Whatever Happened to the Likely Lads was, in fact, very much akin to a soap opera, with its storylines developing across multiple episodes, and its characters frequently found themselves in the kind of situations that have been well explored in the soap genre. The difference is that Clement and La Frenais, with their detached relationship to Bob and Terry, were able to inject some very sharp humour into their scripts. There’s not much comic potential in watching two characters enjoy the fruits of a successful marriage, but place it under the kind of strain that Bob and Thelma’s is subjected to, and the humour comes thick and fast. Such is the way of human nature.

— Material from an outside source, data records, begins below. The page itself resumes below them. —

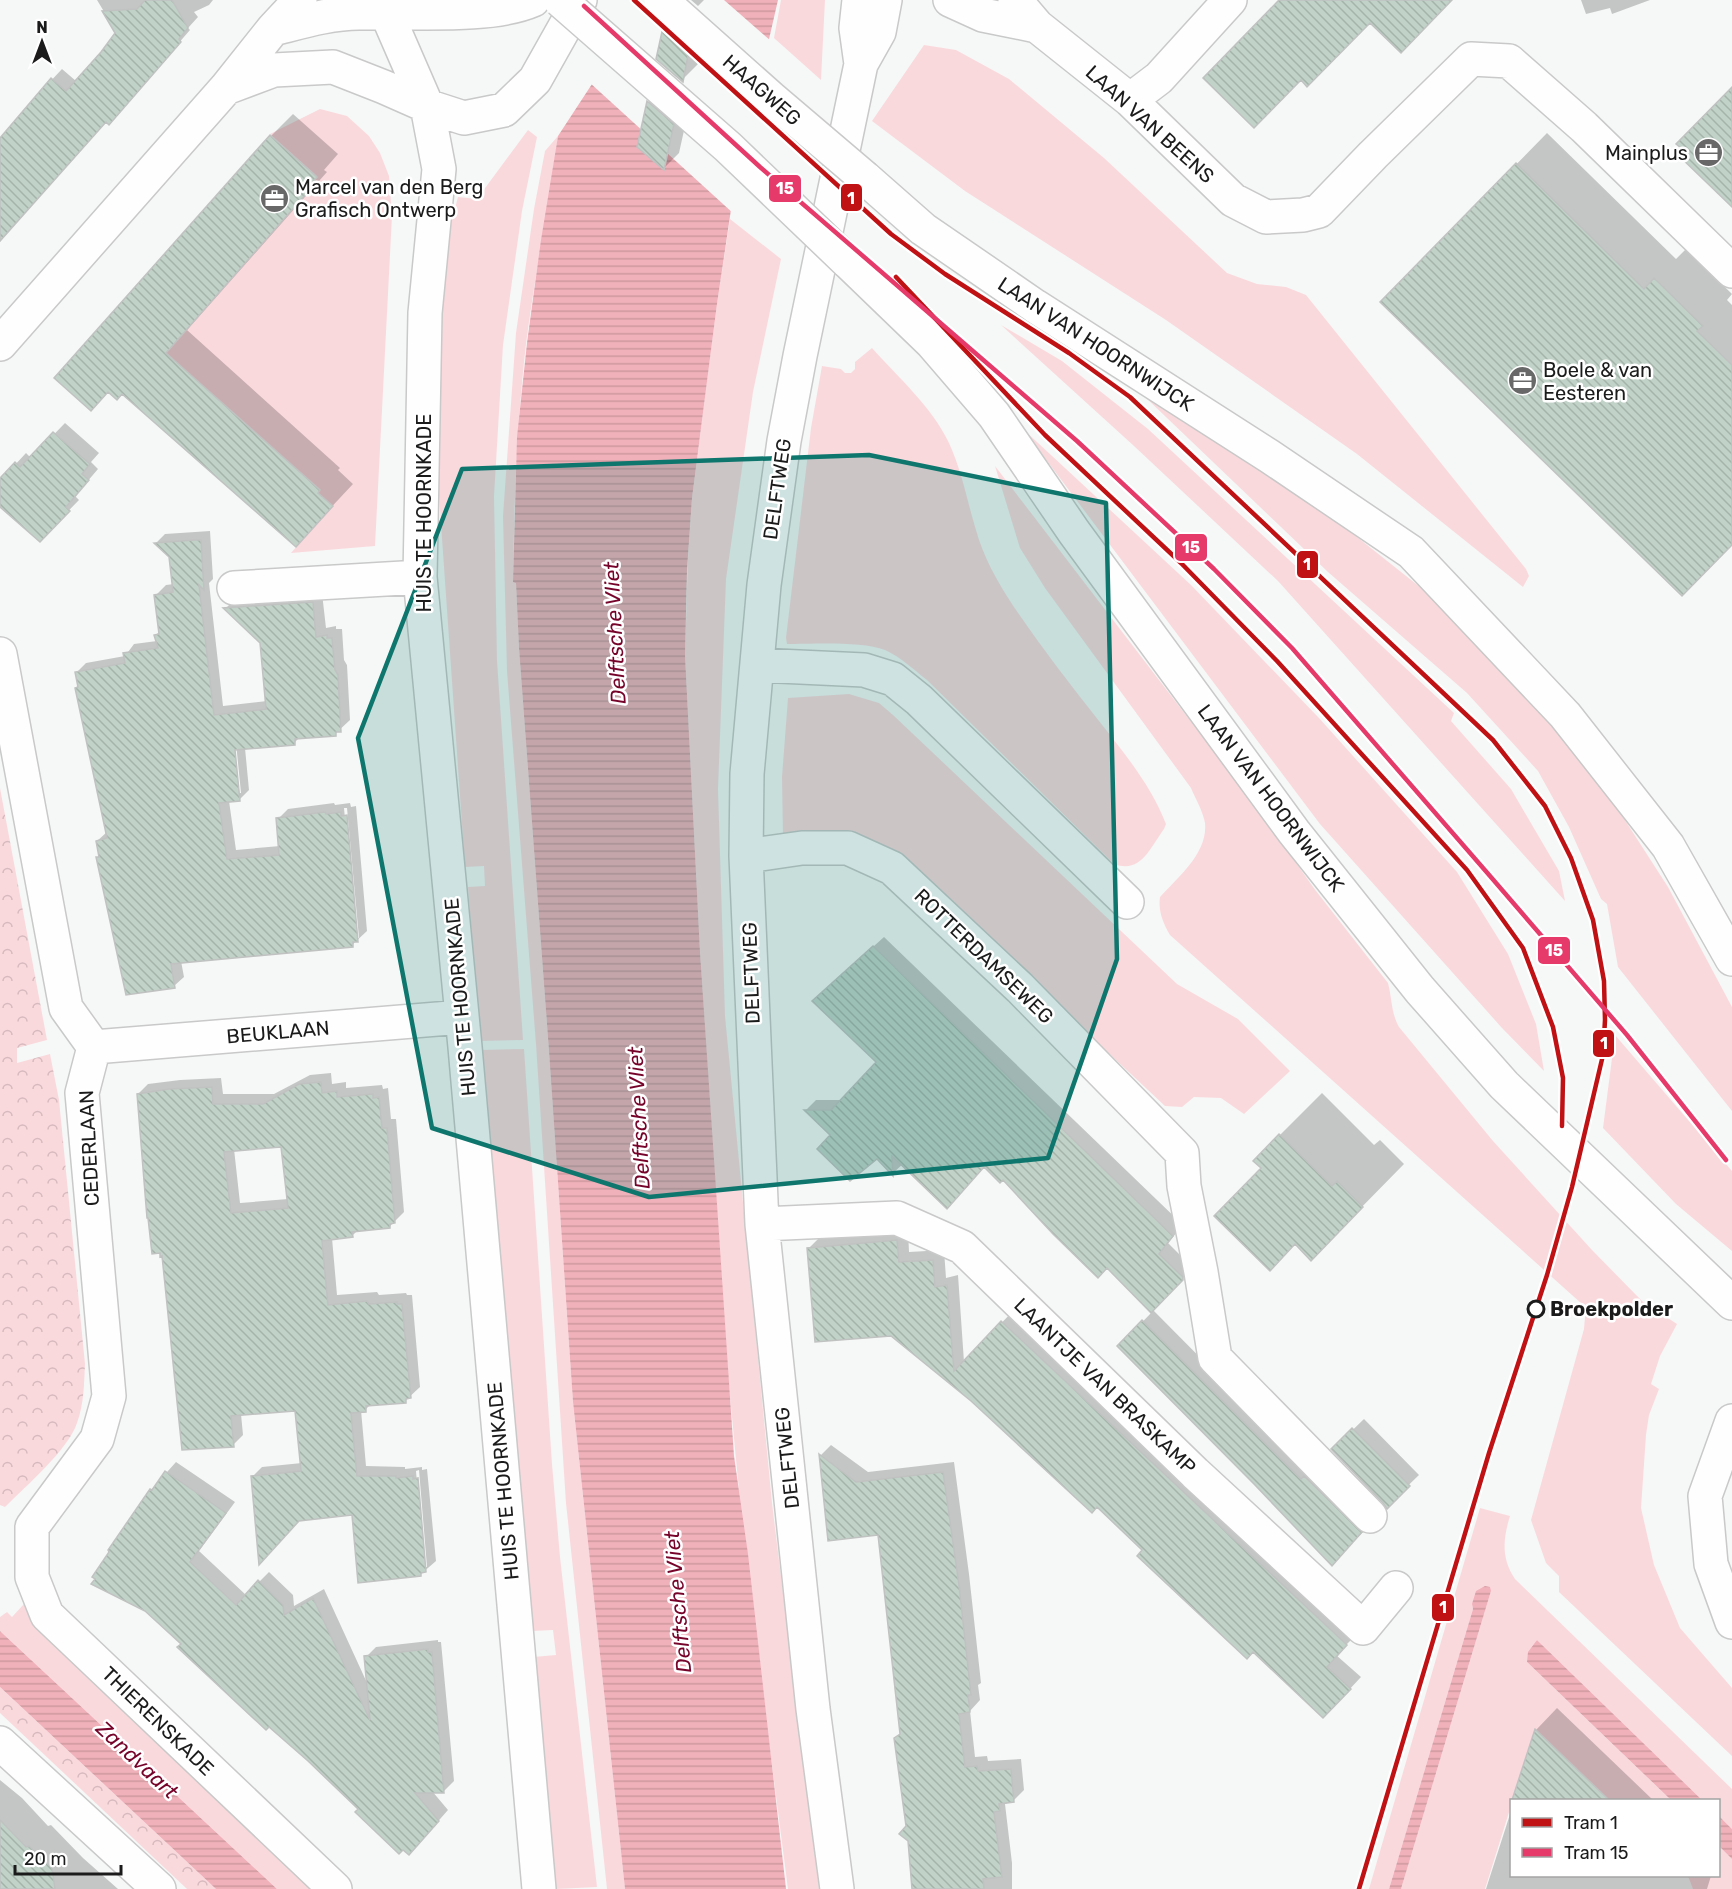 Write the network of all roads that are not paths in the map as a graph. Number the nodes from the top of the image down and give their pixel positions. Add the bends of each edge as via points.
1 (300, 0) edge
2 (532, 0) edge
3 (560, 0) edge
4 (580, 0) edge
5 (661, 0) edge
6 (859, 0) edge
7 (885, 0) edge
8 (950, 0) edge
9 (1015, 0) edge
10 (1230, 0) edge
11 (381, 7) edge
12 (1037, 26) junction
13 (273, 29) junction
14 (861, 64) junction
15 (226, 88) junction
16 (1130, 100) junction
17 (427, 106) junction
18 (865, 178) joint
19 (1732, 271) edge
20 (0, 344) edge
21 (420, 577) junction
22 (234, 588) dead end
23 (0, 654) edge
24 (758, 665) junction
25 (746, 856) junction
26 (1127, 902) dead end
27 (1732, 959) edge
28 (462, 1017) junction
29 (94, 1047) junction
30 (762, 1224) junction
31 (1732, 1303) edge
32 (1732, 1421) edge
33 (1370, 1516) dead end
34 (32, 1527) joint
35 (1396, 1588) dead end
36 (1732, 1622) edge
37 (0, 1743) edge
38 (159, 1889) edge
39 (334, 1889) edge
40 (539, 1889) edge
41 (837, 1889) edge

1 - 13 street
2 - 11 street via 497,10
3 - 31 street, LAAN VAN HOORNWIJCK, bridge via 728,147 932,343 994,415 1074,532 1287,822 1420,990 1504,1085
4 - 17 street via 535,80 504,110 464,118
5 - 18 street, HAAGWEG, bridge
6 - 14 street, DELFTWEG via 856,28
7 - 14 street, DELFTWEG via 879,32
8 - 12 street, LAAN VAN BEENS via 983,15
9 - 12 street, LAAN VAN BEENS
10 - 16 street via 1159,78
11 - 13 street
11 - 17 street
12 - 16 street, LAAN VAN BEENS
13 - 15 street
14 - 24 street, DELFTWEG via 784,441 764,585
15 - 17 street via 274,70 333,67
15 - 20 street
16 - 19 street, LAAN VAN BEENS via 1233,200 1266,217 1303,215 1319,212 1472,59 1509,61 1584,127
17 - 21 street, HUIS TE HOORNKADE via 440,169 425,313
18 - 27 street, LAAN VAN HOORNWIJCK via 923,228 1035,306 1411,552 1565,715 1668,846
21 - 22 street
21 - 28 street, HUIS TE HOORNKADE
23 - 29 street via 66,1008
24 - 25 street, DELFTWEG via 747,774
24 - 26 street via 864,670 893,679
25 - 30 street, DELFTWEG
25 - 33 street, ROTTERDAMSEWEG via 802,848 848,848 892,868 1020,988 1182,1153 1184,1186 1215,1358
28 - 29 street, BEUKLAAN
28 - 40 street, HUIS TE HOORNKADE
29 - 34 street, CEDERLAAN via 82,1092 109,1396 97,1439
30 - 35 street, LAANTJE VAN BRASKAMP via 897,1218 962,1247 1187,1465 1363,1628
30 - 41 street, DELFTWEG via 813,1709
32 - 36 street via 1705,1496 1711,1564
34 - 39 street, THIERENSKADE via 32,1578 47,1615
37 - 38 street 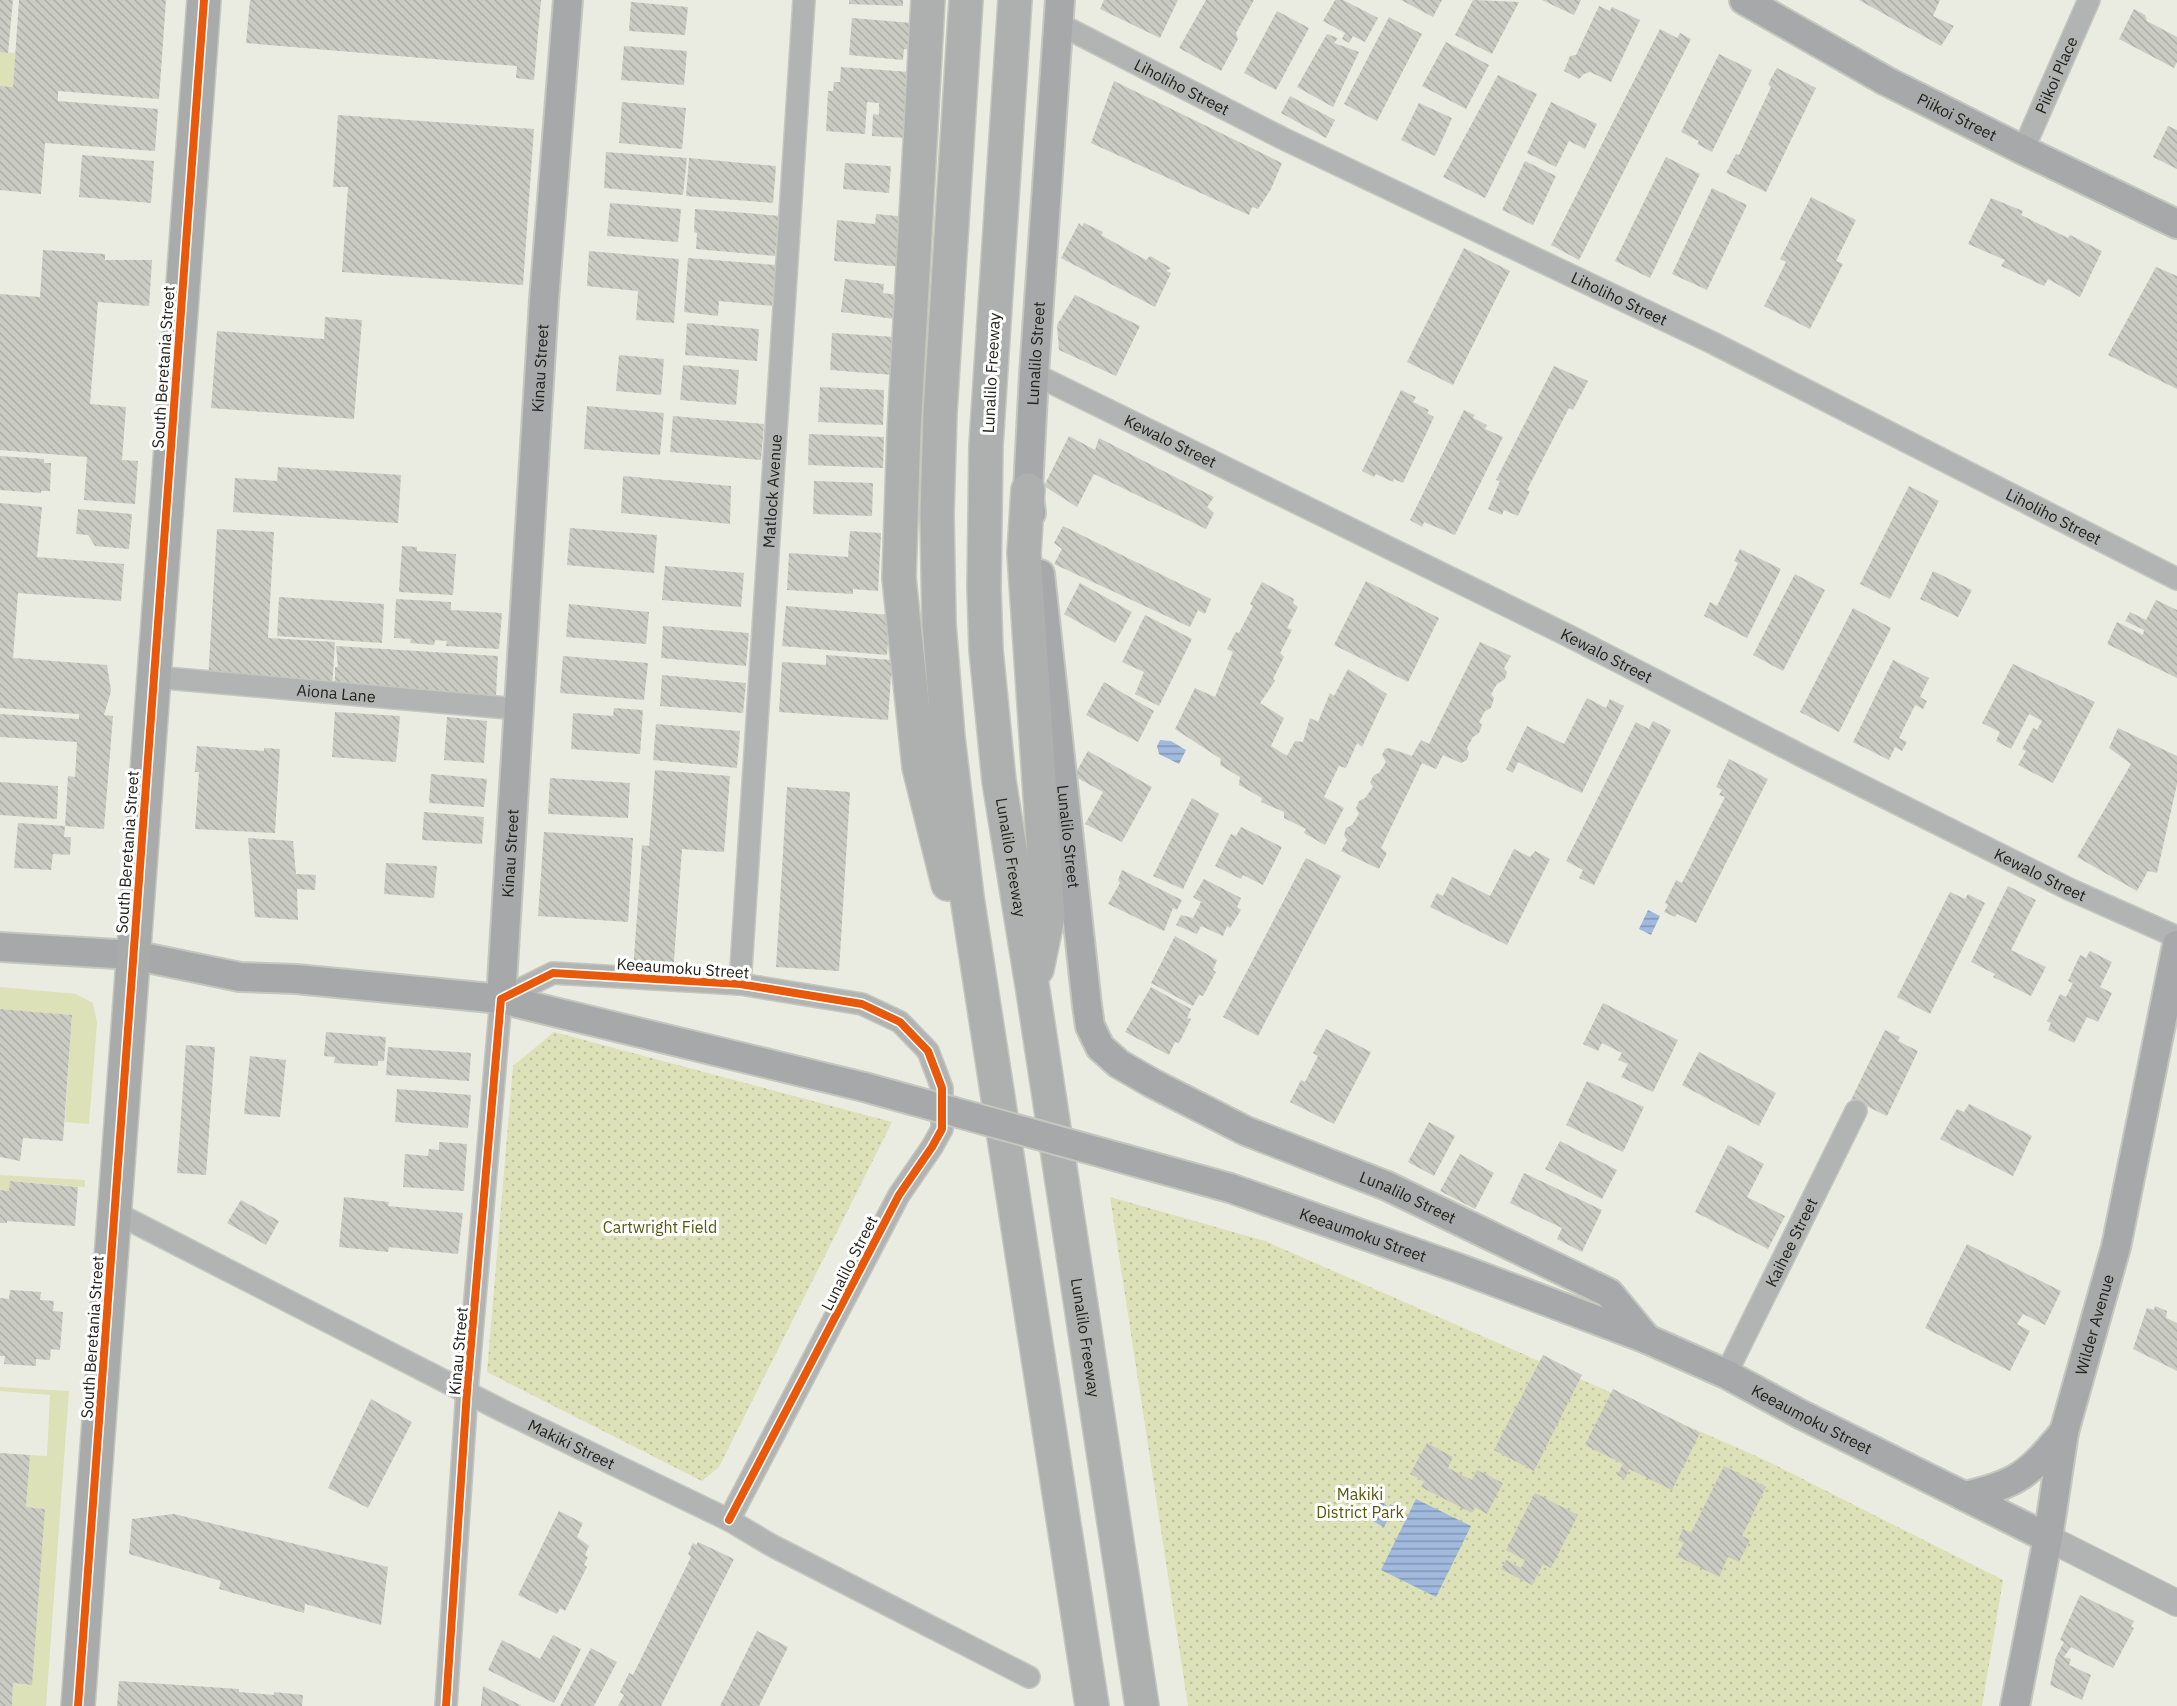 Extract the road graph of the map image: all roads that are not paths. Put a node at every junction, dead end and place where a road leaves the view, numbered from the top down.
1 (204, 0) edge
2 (568, 0) edge
3 (804, 0) edge
4 (928, 0) edge
5 (966, 0) edge
6 (1015, 0) edge
7 (1744, 0) edge
8 (2089, 0) edge
9 (1060, 12) edge
10 (2023, 150) junction
11 (2177, 224) edge
12 (1034, 374) junction
13 (1028, 490) junction
14 (2177, 579) edge
15 (154, 677) junction
16 (518, 709) junction
17 (2177, 937) edge
18 (2177, 945) edge
19 (0, 946) edge
20 (134, 956) junction
21 (740, 984) junction
22 (1033, 991) junction
23 (501, 999) junction
24 (900, 1022) joint
25 (992, 1062) junction
26 (1856, 1111) dead end
27 (114, 1212) junction
28 (1478, 1230) junction
29 (1461, 1269) junction
30 (1647, 1339) junction
31 (1726, 1374) junction
32 (467, 1391) junction
33 (2064, 1432) junction
34 (1964, 1496) junction
35 (729, 1520) junction
36 (2048, 1538) junction
37 (2177, 1603) edge
38 (1029, 1677) dead end
39 (78, 1706) edge
40 (446, 1706) edge
41 (1092, 1706) edge
42 (1142, 1706) edge
43 (2015, 1706) edge

1 - 15 main road, South Beretania Street
2 - 16 main road, Kinau Street
3 - 21 street, Matlock Avenue
4 - 25 highway
5 - 25 highway
6 - 22 highway, Lunalilo Freeway
7 - 10 main road, Piikoi Street
8 - 10 street, Piikoi Place
9 - 12 main road, Lunalilo Street
9 - 14 street, Liholiho Street
10 - 11 main road, Piikoi Street
12 - 13 main road, Lunalilo Street
12 - 17 street, Kewalo Street
13 - 22 highway
13 - 28 main road, Lunalilo Street
15 - 16 street, Aiona Lane
15 - 20 main road, South Beretania Street
16 - 23 main road, Kinau Street
18 - 33 main road, Wilder Avenue
19 - 20 main road, Keeaumoku Street
20 - 23 main road, Keeaumoku Street
20 - 27 main road, South Beretania Street
21 - 23 street, Keeaumoku Street
21 - 24 street, Keeaumoku Street
22 - 42 highway, Lunalilo Freeway
23 - 29 main road, Keeaumoku Street, bridge
23 - 32 street, Kinau Street
24 - 35 street, Lunalilo Street
25 - 41 highway
26 - 31 street, Kaihee Street
27 - 32 street, Makiki Street
27 - 39 main road, South Beretania Street
28 - 29 main road
28 - 30 main road, Lunalilo Street
29 - 30 main road, Keeaumoku Street
30 - 31 main road, Keeaumoku Street
31 - 34 main road, Keeaumoku Street
32 - 35 street, Makiki Street
32 - 40 street, Kinau Street
33 - 34 main road
33 - 36 main road, Wilder Avenue
34 - 36 main road, Keeaumoku Street
35 - 38 street, Makiki Street
36 - 37 street, Keeaumoku Street
36 - 43 main road, Wilder Avenue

No contrivance was necessary; with Whatever Happened to the Likely Lads, Clement and La Frenais created a potent cocktail of characters and situation that continues to impress over forty years later.


It’s a formula that, more recently, has paid dividends for the writers of Channel 4’s Peep Show, a series where it was quite clear from the outset that there would be no sentimental relationship between the creators and their characters. A similar dynamic can be found in BBC4’s Detectorists: two close friends whose lives are subject to the tensions created by their relationships with other, mostly female characters. It’s hard to tell if writer/ director McKenzie Crook has fallen into the sentimentality trap, and his scripts tread a fine line at times, contrasting the harsh treatment regulatly meted out to the protagonists of Peep Show, and continued in the recent and excellent Mitchell/Webb vehicle Back.


These three series all share something of their comic DNA with Whatever Happened to the Likely Lads, but unfortunately, writing of this quality has become the exception rather than the rule. The cloying sentimentality that scuppered Only Fools and Horses is very much alive and well and embodied in just about every sitcom commissioned by BBC1, notably the execrable Mrs. Brown’s Boys, which doubtless appeals to all those who once delighted in the antics of Del Boy and Rodney.


Myself, I’m sticking with those old Likely Lads episodes. There won’t be any better comedy writing on British television, and today’s best examples owe much, if not everything, to the work of Clement and La Frenais.